## Required action
Repeat every entry word for word; omit all pictures.

○ ○ ○

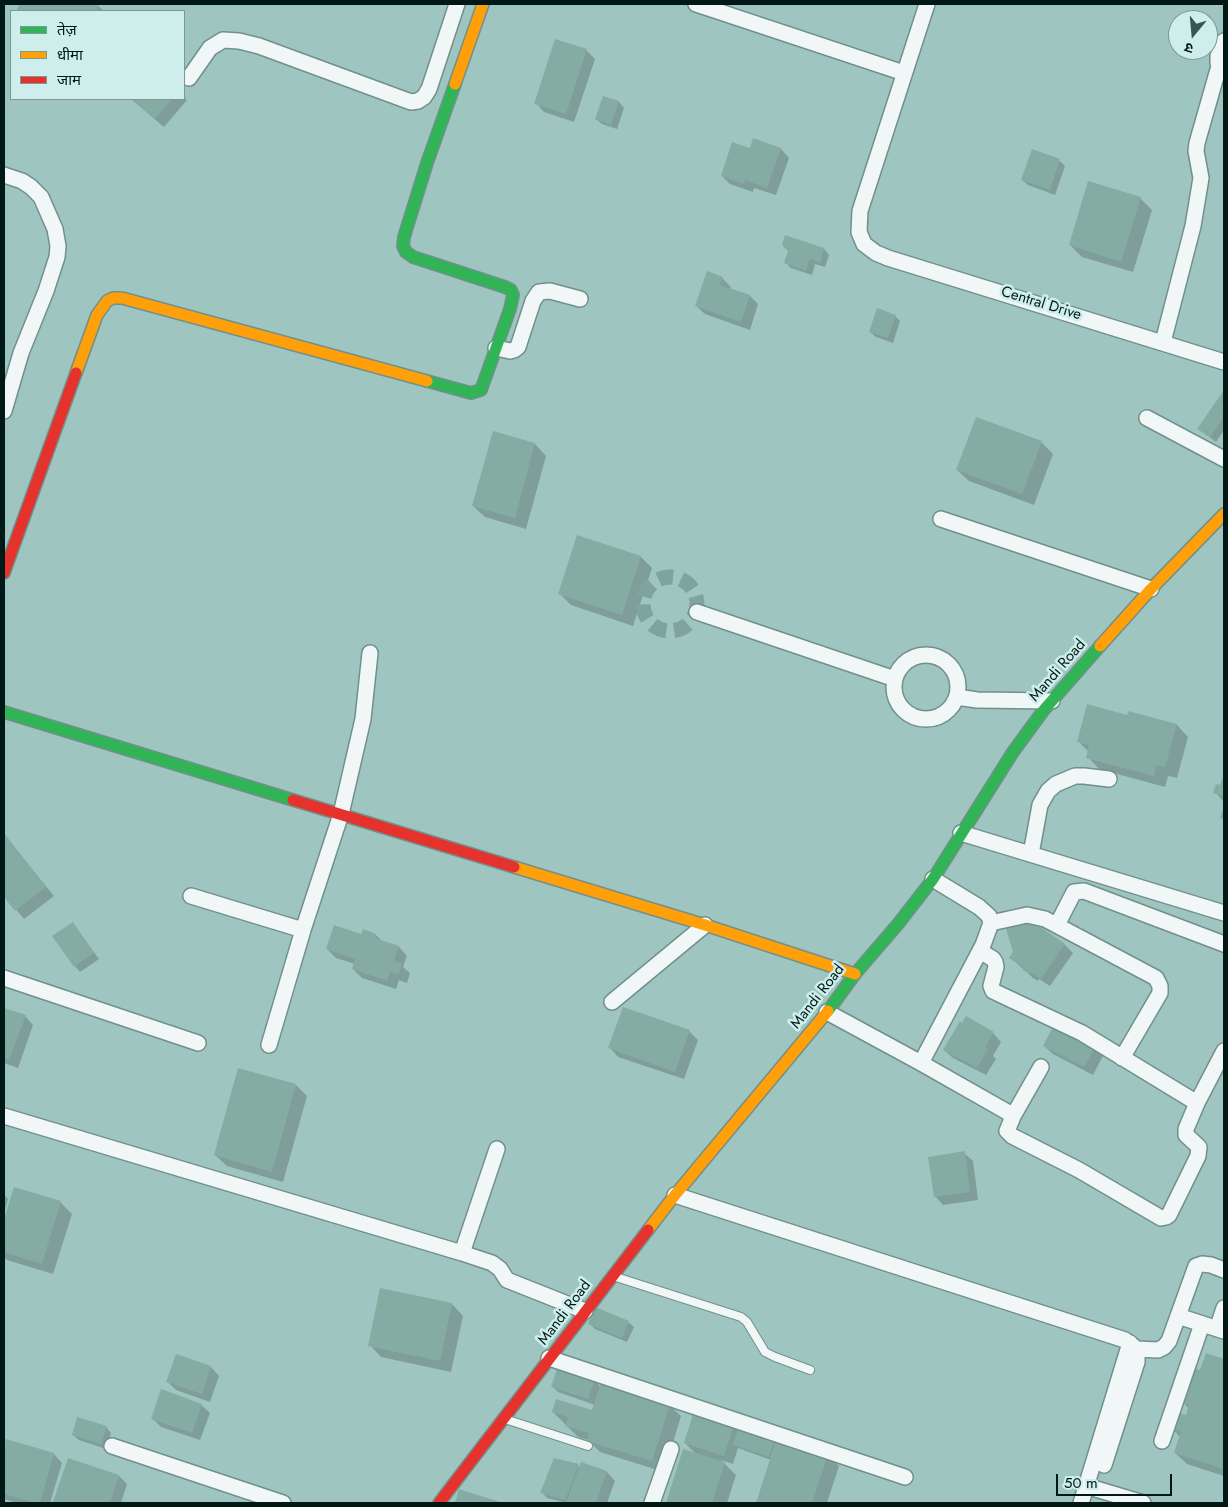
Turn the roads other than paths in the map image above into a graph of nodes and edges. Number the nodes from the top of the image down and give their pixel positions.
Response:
1 (457, 4) edge
2 (483, 4) edge
3 (696, 4) edge
4 (927, 4) edge
5 (1224, 41) edge
6 (1222, 70) edge
7 (904, 73) junction
8 (189, 78) dead end
9 (4, 175) edge
10 (580, 299) dead end
11 (1163, 342) junction
12 (496, 348) junction
13 (1224, 362) edge
14 (4, 411) edge
15 (1148, 418) dead end
16 (1224, 459) edge
17 (1224, 514) edge
18 (942, 519) dead end
19 (4, 573) edge
20 (1151, 589) junction
21 (697, 612) tunnel mouth
22 (370, 653) dead end
23 (894, 679) junction
24 (957, 698) junction
25 (1052, 701) junction
26 (4, 712) edge
27 (1109, 779) dead end
28 (341, 814) junction
29 (961, 833) junction
30 (1031, 854) junction
31 (933, 878) junction
32 (191, 896) dead end
33 (1224, 914) edge
34 (991, 923) junction
35 (705, 925) junction
36 (1057, 925) junction
37 (303, 930) junction
38 (1224, 944) edge
39 (980, 951) junction
40 (855, 974) junction
41 (4, 978) edge
42 (612, 1002) dead end
43 (827, 1012) junction
44 (198, 1043) dead end
45 (269, 1045) dead end
46 (1224, 1051) edge
47 (1122, 1058) junction
48 (921, 1062) junction
49 (1041, 1067) dead end
50 (1197, 1103) junction
51 (4, 1116) edge
52 (1012, 1118) junction
53 (497, 1148) dead end
54 (674, 1195) junction
55 (462, 1253) junction
56 (1224, 1268) edge
57 (612, 1276) junction
58 (1224, 1308) edge
59 (585, 1311) junction
60 (1178, 1316) junction
61 (1202, 1324) junction
62 (1221, 1330) edge
63 (1133, 1346) junction
64 (549, 1358) junction
65 (810, 1370) dead end
66 (503, 1418) junction
67 (1162, 1441) dead end
68 (112, 1446) dead end
69 (588, 1446) dead end
70 (671, 1448) dead end
71 (905, 1477) dead end
72 (1094, 1496) edge
73 (283, 1503) edge
74 (439, 1503) edge
75 (652, 1503) edge
76 (1081, 1503) edge
77 (1143, 1503) edge

1 - 8 street
2 - 12 street
3 - 7 street
4 - 7 street
5 - 6 street
6 - 11 street
7 - 11 street, Central Drive
9 - 14 street
10 - 12 street
11 - 13 street, Central Drive
12 - 19 street
15 - 16 street
17 - 20 street, Mandi Road
18 - 20 street
20 - 25 street, Mandi Road
21 - 23 street
22 - 28 street
23 - 24 street
23 - 24 street
24 - 25 street
25 - 29 street, Mandi Road
26 - 28 street
27 - 30 street
28 - 35 street
28 - 37 street
29 - 30 street
29 - 31 street, Mandi Road
30 - 33 street
31 - 34 street
31 - 40 street, Mandi Road
32 - 37 street
34 - 36 street
34 - 39 street
35 - 40 street
35 - 42 street
36 - 38 street
36 - 47 street
37 - 45 street
39 - 47 street
39 - 48 street
40 - 43 street, Mandi Road
41 - 44 street
43 - 48 street
43 - 54 street, Mandi Road
46 - 50 street
47 - 50 street
48 - 52 street
49 - 52 street
50 - 52 street
51 - 55 street
53 - 55 street
54 - 57 street, Mandi Road
54 - 63 street
55 - 59 street
56 - 60 street
57 - 59 street, Mandi Road
57 - 65 lane
58 - 62 street
59 - 64 street, Mandi Road
60 - 61 street
60 - 63 street
61 - 62 street
61 - 67 street
63 - 72 street
63 - 76 street
64 - 66 street, Mandi Road
64 - 71 street
66 - 69 lane
66 - 74 street, Mandi Road
68 - 73 street
70 - 75 street
72 - 77 street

○ ○ ○

## Solution to the problem
Turn the roads other than paths in the map image above into a graph of nodes and edges. Number the nodes from the top of the image down and give their pixel positions.
Response:
1 (457, 4) edge
2 (483, 4) edge
3 (696, 4) edge
4 (927, 4) edge
5 (1224, 41) edge
6 (1222, 70) edge
7 (904, 73) junction
8 (189, 78) dead end
9 (4, 175) edge
10 (580, 299) dead end
11 (1163, 342) junction
12 (496, 348) junction
13 (1224, 362) edge
14 (4, 411) edge
15 (1148, 418) dead end
16 (1224, 459) edge
17 (1224, 514) edge
18 (942, 519) dead end
19 (4, 573) edge
20 (1151, 589) junction
21 (697, 612) tunnel mouth
22 (370, 653) dead end
23 (894, 679) junction
24 (957, 698) junction
25 (1052, 701) junction
26 (4, 712) edge
27 (1109, 779) dead end
28 (341, 814) junction
29 (961, 833) junction
30 (1031, 854) junction
31 (933, 878) junction
32 (191, 896) dead end
33 (1224, 914) edge
34 (991, 923) junction
35 (705, 925) junction
36 (1057, 925) junction
37 (303, 930) junction
38 (1224, 944) edge
39 (980, 951) junction
40 (855, 974) junction
41 (4, 978) edge
42 (612, 1002) dead end
43 (827, 1012) junction
44 (198, 1043) dead end
45 (269, 1045) dead end
46 (1224, 1051) edge
47 (1122, 1058) junction
48 (921, 1062) junction
49 (1041, 1067) dead end
50 (1197, 1103) junction
51 (4, 1116) edge
52 (1012, 1118) junction
53 (497, 1148) dead end
54 (674, 1195) junction
55 (462, 1253) junction
56 (1224, 1268) edge
57 (612, 1276) junction
58 (1224, 1308) edge
59 (585, 1311) junction
60 (1178, 1316) junction
61 (1202, 1324) junction
62 (1221, 1330) edge
63 (1133, 1346) junction
64 (549, 1358) junction
65 (810, 1370) dead end
66 (503, 1418) junction
67 (1162, 1441) dead end
68 (112, 1446) dead end
69 (588, 1446) dead end
70 (671, 1448) dead end
71 (905, 1477) dead end
72 (1094, 1496) edge
73 (283, 1503) edge
74 (439, 1503) edge
75 (652, 1503) edge
76 (1081, 1503) edge
77 (1143, 1503) edge

1 - 8 street
2 - 12 street
3 - 7 street
4 - 7 street
5 - 6 street
6 - 11 street
7 - 11 street, Central Drive
9 - 14 street
10 - 12 street
11 - 13 street, Central Drive
12 - 19 street
15 - 16 street
17 - 20 street, Mandi Road
18 - 20 street
20 - 25 street, Mandi Road
21 - 23 street
22 - 28 street
23 - 24 street
23 - 24 street
24 - 25 street
25 - 29 street, Mandi Road
26 - 28 street
27 - 30 street
28 - 35 street
28 - 37 street
29 - 30 street
29 - 31 street, Mandi Road
30 - 33 street
31 - 34 street
31 - 40 street, Mandi Road
32 - 37 street
34 - 36 street
34 - 39 street
35 - 40 street
35 - 42 street
36 - 38 street
36 - 47 street
37 - 45 street
39 - 47 street
39 - 48 street
40 - 43 street, Mandi Road
41 - 44 street
43 - 48 street
43 - 54 street, Mandi Road
46 - 50 street
47 - 50 street
48 - 52 street
49 - 52 street
50 - 52 street
51 - 55 street
53 - 55 street
54 - 57 street, Mandi Road
54 - 63 street
55 - 59 street
56 - 60 street
57 - 59 street, Mandi Road
57 - 65 lane
58 - 62 street
59 - 64 street, Mandi Road
60 - 61 street
60 - 63 street
61 - 62 street
61 - 67 street
63 - 72 street
63 - 76 street
64 - 66 street, Mandi Road
64 - 71 street
66 - 69 lane
66 - 74 street, Mandi Road
68 - 73 street
70 - 75 street
72 - 77 street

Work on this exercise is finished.